- _WORK REQUIRED_: Read the entries below and pull out each line with the string "wrist".

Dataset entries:
——
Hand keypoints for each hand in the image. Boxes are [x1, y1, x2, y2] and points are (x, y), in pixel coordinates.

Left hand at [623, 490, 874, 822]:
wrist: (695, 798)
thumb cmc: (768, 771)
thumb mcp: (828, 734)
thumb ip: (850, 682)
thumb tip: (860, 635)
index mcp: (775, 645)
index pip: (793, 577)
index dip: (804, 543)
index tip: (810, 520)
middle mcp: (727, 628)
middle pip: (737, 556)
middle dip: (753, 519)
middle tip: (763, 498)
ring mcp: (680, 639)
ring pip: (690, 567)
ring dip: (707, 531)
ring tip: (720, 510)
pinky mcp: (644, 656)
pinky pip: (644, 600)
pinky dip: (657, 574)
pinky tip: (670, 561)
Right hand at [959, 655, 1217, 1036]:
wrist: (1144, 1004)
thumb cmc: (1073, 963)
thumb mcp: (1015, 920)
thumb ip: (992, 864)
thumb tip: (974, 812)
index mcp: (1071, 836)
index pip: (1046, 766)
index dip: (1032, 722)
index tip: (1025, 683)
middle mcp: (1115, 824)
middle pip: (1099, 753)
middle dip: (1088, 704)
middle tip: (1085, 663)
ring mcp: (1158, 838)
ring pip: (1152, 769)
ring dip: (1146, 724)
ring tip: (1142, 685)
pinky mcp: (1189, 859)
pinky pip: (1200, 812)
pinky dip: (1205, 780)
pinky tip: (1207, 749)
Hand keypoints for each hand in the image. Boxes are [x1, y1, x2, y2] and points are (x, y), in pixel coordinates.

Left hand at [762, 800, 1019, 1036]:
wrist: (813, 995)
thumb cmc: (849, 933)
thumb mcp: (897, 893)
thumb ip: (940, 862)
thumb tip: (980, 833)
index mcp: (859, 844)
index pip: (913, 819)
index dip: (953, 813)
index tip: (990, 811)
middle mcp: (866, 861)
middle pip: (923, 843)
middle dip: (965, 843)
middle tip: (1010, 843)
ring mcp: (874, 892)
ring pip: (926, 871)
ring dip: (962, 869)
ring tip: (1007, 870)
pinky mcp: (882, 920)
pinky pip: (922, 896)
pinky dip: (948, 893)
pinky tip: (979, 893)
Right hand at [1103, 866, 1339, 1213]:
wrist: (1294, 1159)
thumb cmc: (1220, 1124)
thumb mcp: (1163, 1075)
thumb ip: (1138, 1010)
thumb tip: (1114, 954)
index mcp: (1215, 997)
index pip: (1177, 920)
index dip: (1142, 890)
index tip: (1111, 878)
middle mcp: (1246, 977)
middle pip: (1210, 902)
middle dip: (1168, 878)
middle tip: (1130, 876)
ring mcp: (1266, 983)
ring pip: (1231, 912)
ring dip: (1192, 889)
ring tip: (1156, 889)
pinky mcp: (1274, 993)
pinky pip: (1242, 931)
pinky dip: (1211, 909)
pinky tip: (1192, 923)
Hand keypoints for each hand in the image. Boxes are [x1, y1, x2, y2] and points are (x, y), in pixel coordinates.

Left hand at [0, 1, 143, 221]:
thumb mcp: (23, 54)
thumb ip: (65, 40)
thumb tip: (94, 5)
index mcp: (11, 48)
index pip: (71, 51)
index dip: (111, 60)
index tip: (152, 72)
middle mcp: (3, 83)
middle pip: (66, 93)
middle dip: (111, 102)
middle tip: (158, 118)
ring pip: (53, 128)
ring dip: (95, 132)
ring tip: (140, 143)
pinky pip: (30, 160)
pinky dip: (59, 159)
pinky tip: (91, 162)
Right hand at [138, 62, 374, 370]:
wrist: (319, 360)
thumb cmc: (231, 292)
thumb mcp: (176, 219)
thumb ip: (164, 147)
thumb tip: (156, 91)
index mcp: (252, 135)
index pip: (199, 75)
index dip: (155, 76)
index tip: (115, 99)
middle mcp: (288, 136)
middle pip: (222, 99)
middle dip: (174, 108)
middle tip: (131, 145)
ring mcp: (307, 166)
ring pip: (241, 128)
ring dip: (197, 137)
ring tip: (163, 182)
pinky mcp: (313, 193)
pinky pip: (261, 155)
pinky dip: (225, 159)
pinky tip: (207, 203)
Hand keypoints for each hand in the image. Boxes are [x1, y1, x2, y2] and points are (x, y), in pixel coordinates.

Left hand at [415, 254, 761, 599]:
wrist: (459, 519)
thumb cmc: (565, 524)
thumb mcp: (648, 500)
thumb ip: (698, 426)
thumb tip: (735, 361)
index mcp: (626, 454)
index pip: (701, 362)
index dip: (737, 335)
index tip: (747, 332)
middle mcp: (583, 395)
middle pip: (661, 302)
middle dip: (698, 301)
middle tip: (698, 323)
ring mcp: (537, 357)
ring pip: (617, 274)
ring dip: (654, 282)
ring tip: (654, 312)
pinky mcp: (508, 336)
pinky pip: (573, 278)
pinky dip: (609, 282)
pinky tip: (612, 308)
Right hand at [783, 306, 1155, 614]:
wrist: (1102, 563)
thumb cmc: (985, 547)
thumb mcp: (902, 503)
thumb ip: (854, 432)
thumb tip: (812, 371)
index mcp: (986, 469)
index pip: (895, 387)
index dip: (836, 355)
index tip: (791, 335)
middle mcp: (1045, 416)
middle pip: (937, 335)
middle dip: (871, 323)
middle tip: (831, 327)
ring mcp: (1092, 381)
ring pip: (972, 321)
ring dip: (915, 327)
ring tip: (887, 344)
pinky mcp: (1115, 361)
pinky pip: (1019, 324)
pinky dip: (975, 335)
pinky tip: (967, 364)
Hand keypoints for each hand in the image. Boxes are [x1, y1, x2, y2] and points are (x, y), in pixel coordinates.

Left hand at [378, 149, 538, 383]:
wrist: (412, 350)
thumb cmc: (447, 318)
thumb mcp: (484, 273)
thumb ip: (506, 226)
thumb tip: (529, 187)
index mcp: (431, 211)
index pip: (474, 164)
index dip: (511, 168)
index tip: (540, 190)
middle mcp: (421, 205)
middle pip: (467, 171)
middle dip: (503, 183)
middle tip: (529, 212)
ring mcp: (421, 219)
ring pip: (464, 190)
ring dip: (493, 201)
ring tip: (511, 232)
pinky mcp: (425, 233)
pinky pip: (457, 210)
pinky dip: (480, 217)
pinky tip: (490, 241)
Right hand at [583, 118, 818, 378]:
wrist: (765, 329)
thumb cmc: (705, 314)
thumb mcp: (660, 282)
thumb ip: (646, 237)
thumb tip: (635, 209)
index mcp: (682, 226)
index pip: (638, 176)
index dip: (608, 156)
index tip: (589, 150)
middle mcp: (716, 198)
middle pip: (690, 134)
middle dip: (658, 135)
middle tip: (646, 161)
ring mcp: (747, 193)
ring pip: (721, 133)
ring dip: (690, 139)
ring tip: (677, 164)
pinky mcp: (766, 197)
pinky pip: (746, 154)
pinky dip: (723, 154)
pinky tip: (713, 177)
——
- _WRITTEN ANSWER_:
wrist: (695, 798)
wrist: (1144, 1004)
wrist: (813, 995)
wrist: (1294, 1159)
wrist: (319, 360)
wrist: (459, 519)
wrist: (1102, 563)
wrist: (412, 350)
wrist: (765, 329)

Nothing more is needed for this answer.